All of your subroutines will be stored in memory on page x19 of memory (page x19 starts with address x3200). Towards the end of page x18 in the code, you'll see a jump table, which is a table of the starting addresses of all the subroutines you must implement. You must populate this table.

Recall that if you attempt to use symbols on one page of memory that were defined on a different page, the LC-2 Editor will not assemble your program. This problem is due to the fact that the LD, ST, BR, and many other instructions only store the 9-bit page offset of the address they are loading from, storing to, or branching to during execution.

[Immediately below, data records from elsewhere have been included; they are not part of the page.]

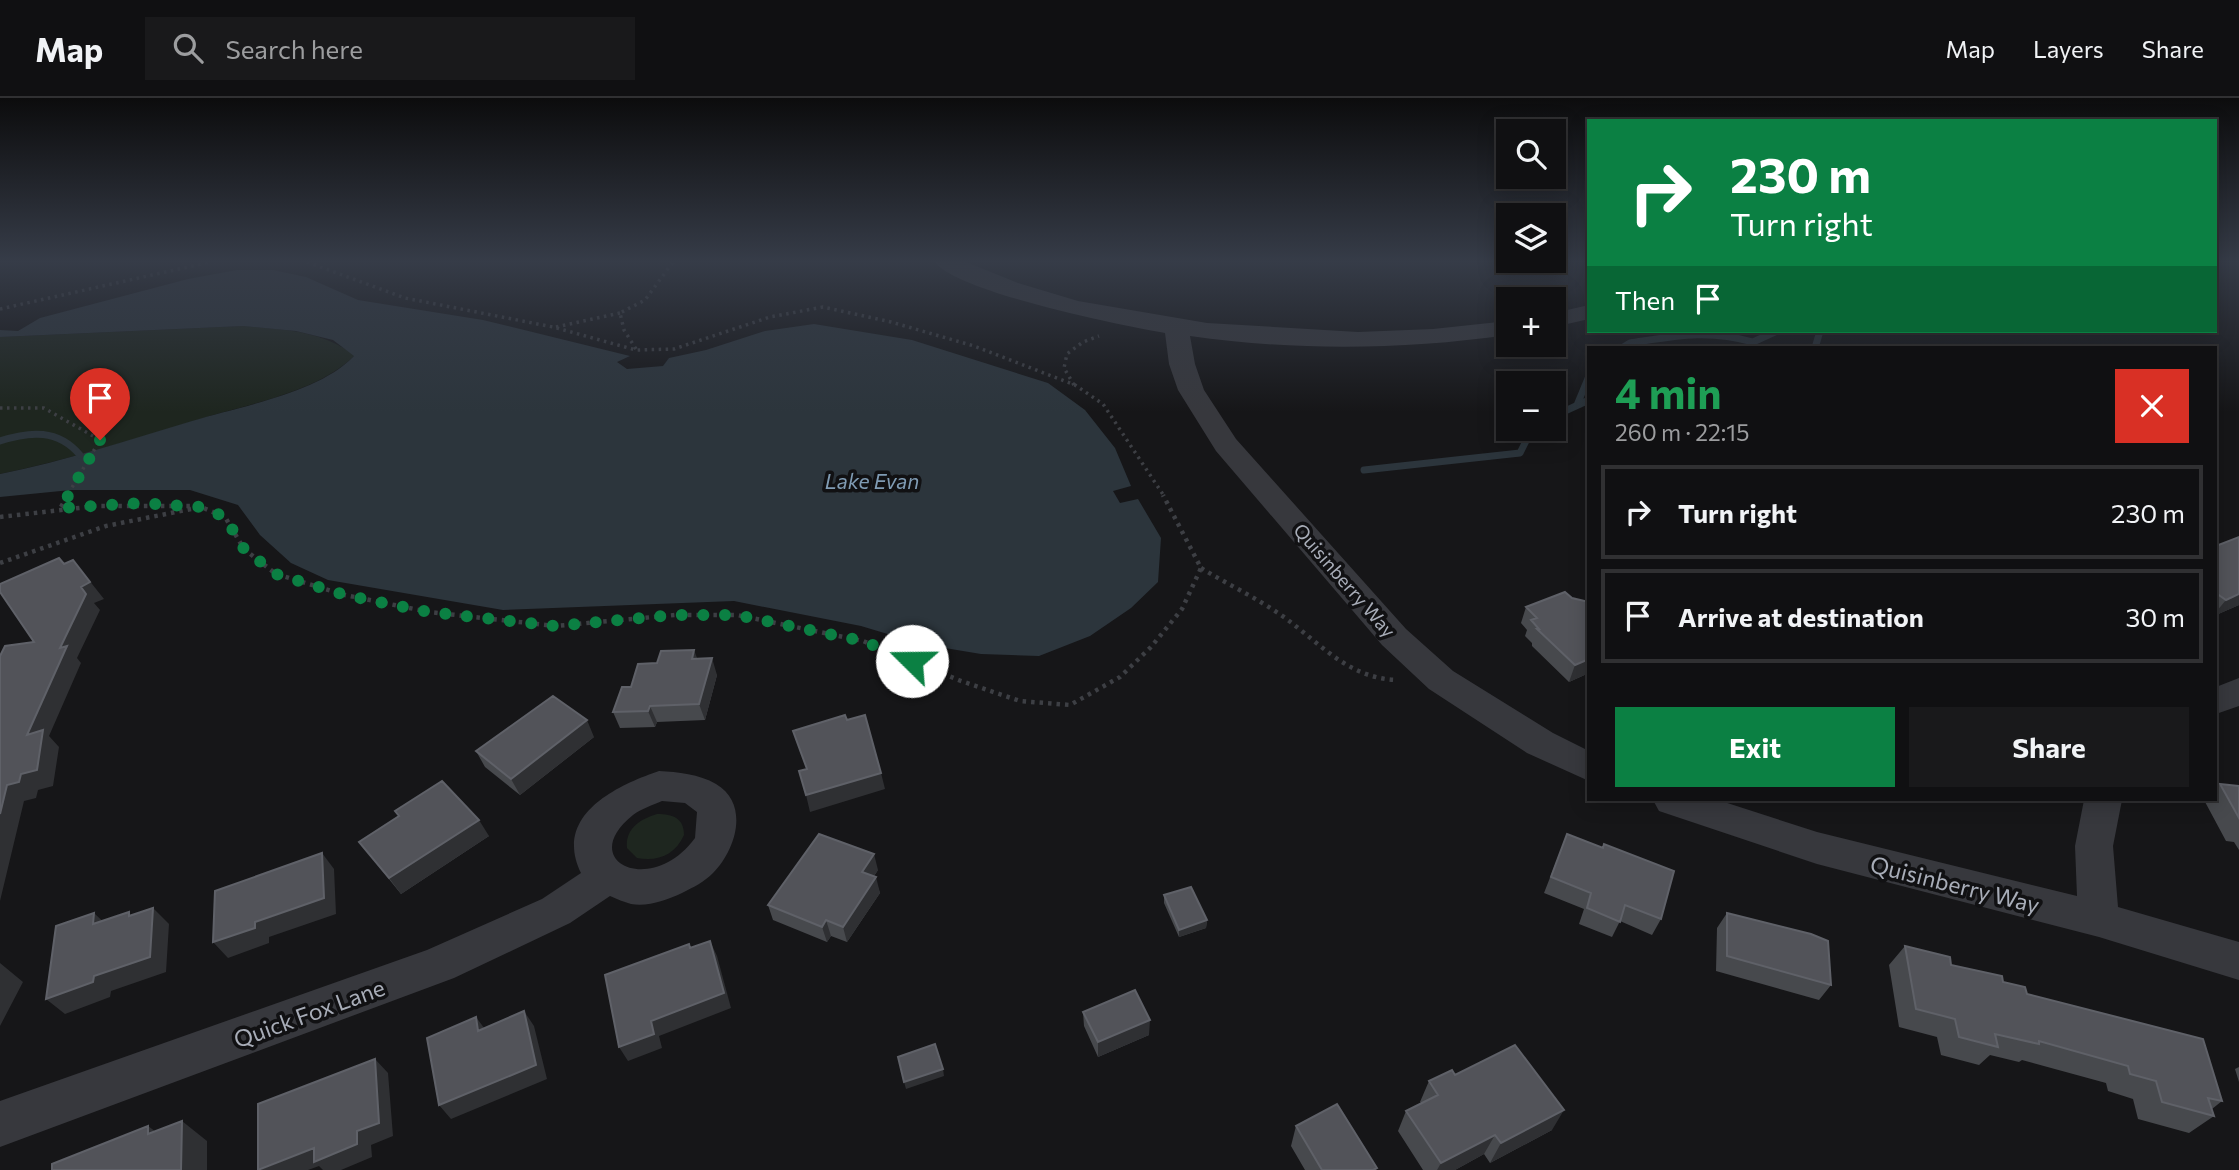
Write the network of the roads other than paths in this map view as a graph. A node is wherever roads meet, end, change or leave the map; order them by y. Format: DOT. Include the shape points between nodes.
graph roads {
  1 [pos="1101,312"];
  2 [pos="1587,312"];
  3 [pos="1566,317"];
  4 [pos="1177,327"];
  5 [pos="1496,330"];
  6 [pos="2239,691"];
  7 [pos="2217,701"];
  8 [pos="1587,766"];
  9 [pos="1675,801"];
  10 [pos="2103,801"];
  11 [pos="606,878"];
  12 [pos="2099,919"];
  13 [pos="2239,961"];
  14 [pos="0,1124"];
  1 -- 4 [label="street"];
  2 -- 3 [label="street"];
  4 -- 5 [label="street" via="1344,341"];
  4 -- 8 [label="street, Quisinberry Way" via="1182,374 1201,412 1394,637 1485,710"];
  6 -- 7 [label="street"];
  9 -- 12 [label="street, Quisinberry Way" via="1817,848"];
  10 -- 12 [label="street" via="2094,846"];
  11 -- 14 [label="street, Quick Fox Lane" via="555,911 439,965"];
  12 -- 13 [label="street, Quisinberry Way"];
}
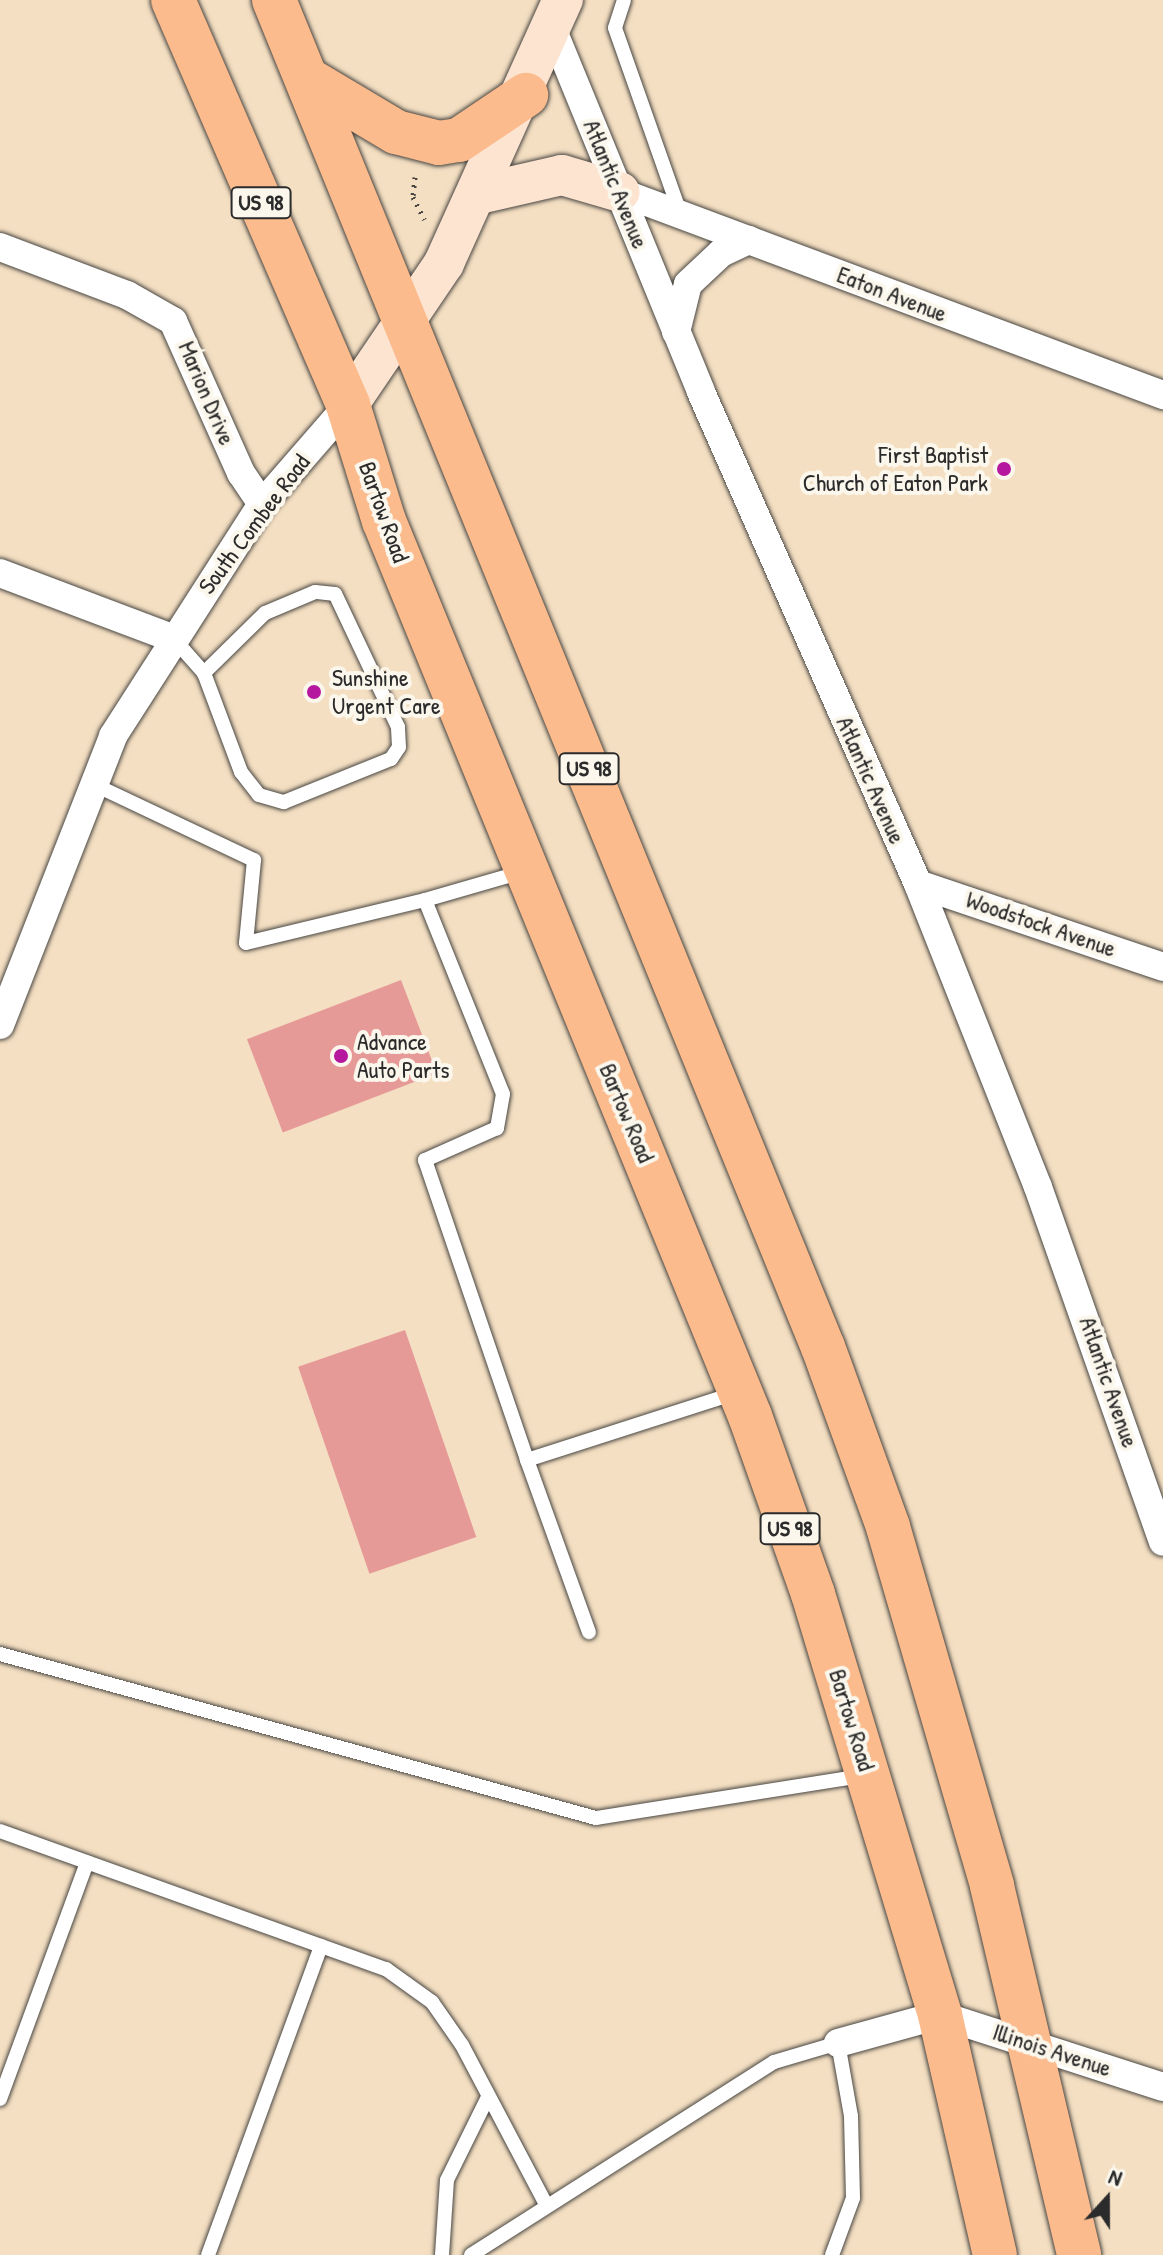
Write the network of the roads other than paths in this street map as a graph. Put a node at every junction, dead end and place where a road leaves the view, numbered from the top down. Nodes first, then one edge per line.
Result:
1 (173, 0) edge
2 (274, 0) edge
3 (624, 0) edge
4 (558, 14) edge
5 (307, 79) junction
6 (526, 95) junction
7 (620, 192) junction
8 (479, 194) junction
9 (680, 213) junction
10 (749, 240) junction
11 (0, 247) edge
12 (408, 325) junction
13 (676, 332) junction
14 (1163, 395) edge
15 (348, 405) junction
16 (262, 504) junction
17 (0, 573) edge
18 (172, 638) junction
19 (204, 673) junction
20 (93, 784) junction
21 (528, 870) junction
22 (918, 884) junction
23 (425, 900) junction
24 (1163, 967) edge
25 (0, 1025) edge
26 (740, 1391) junction
27 (527, 1460) junction
28 (1163, 1541) edge
29 (589, 1632) dead end
30 (0, 1654) edge
31 (869, 1774) junction
32 (0, 1831) edge
33 (87, 1862) junction
34 (321, 1946) junction
35 (940, 2015) junction
36 (1031, 2040) junction
37 (838, 2043) junction
38 (1163, 2087) edge
39 (488, 2097) junction
40 (0, 2099) edge
41 (546, 2204) junction
42 (208, 2255) edge
43 (442, 2255) edge
44 (471, 2255) edge
45 (832, 2255) edge
46 (995, 2255) edge
47 (1079, 2255) edge

1 - 15 main road, Bartow Road / US 98
2 - 5 main road, US 98
3 - 9 lane
4 - 6 main road, South Combee Road
4 - 7 street, Atlantic Avenue
5 - 6 main road
5 - 12 main road, US 98
6 - 8 main road, South Combee Road
7 - 8 main road
7 - 9 street, Eaton Avenue
7 - 13 street, Atlantic Avenue
8 - 12 main road, South Combee Road
9 - 10 street, Eaton Avenue
10 - 13 street
10 - 14 street, Eaton Avenue
11 - 16 street, Marion Drive
12 - 15 main road, South Combee Road
12 - 36 main road, US 98
13 - 22 street, Atlantic Avenue
15 - 16 street, South Combee Road
15 - 21 main road, Bartow Road / US 98
16 - 18 street, South Combee Road
17 - 18 street
18 - 19 lane
18 - 20 street, South Combee Road
19 - 19 lane
20 - 23 lane
20 - 25 street, South Combee Road
21 - 23 lane
21 - 26 main road, Bartow Road / US 98
22 - 24 street, Woodstock Avenue
22 - 28 street, Atlantic Avenue
23 - 27 lane
26 - 27 lane
26 - 31 main road, Bartow Road / US 98
27 - 29 lane
30 - 31 lane
31 - 35 main road, Bartow Road / US 98
32 - 33 lane
33 - 34 lane
33 - 40 lane
34 - 39 lane
34 - 42 lane
35 - 36 street, Illinois Avenue
35 - 37 street
35 - 46 main road, Bartow Road / US 98
36 - 38 street, Illinois Avenue
36 - 47 main road, US 98
37 - 41 lane
37 - 45 lane
39 - 41 lane
39 - 43 lane
41 - 44 lane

This is why we are using the JSRR instruction in the main section of the program instead of the JSR instruction.

In order to figure out what value to put in the .FILL pseudo-ops in the jump table, you will look at the program listing produced by the LC-2 Editor at assembly time. This file has the extension ".lst" and contains the machine code, assembly code, symbols, and address information for your entire program.

Note: when you assemble a program that crosses a page boundary, the LC-2 Editor gives you a warning, but still correctly assembles the program.

7. Sample Input
Remember, X always goes first. You may test your game with the following inputs:

```    InputString          OutputString
---------------      ------------
1 4 2 5 7 6          O wins!
5 4 3 1 7            X wins!
1 2 3 7 8 9 4 5 6    Cat Game!
```

8. Submission Instructions
--Instructions for submission are posted on the course homepage.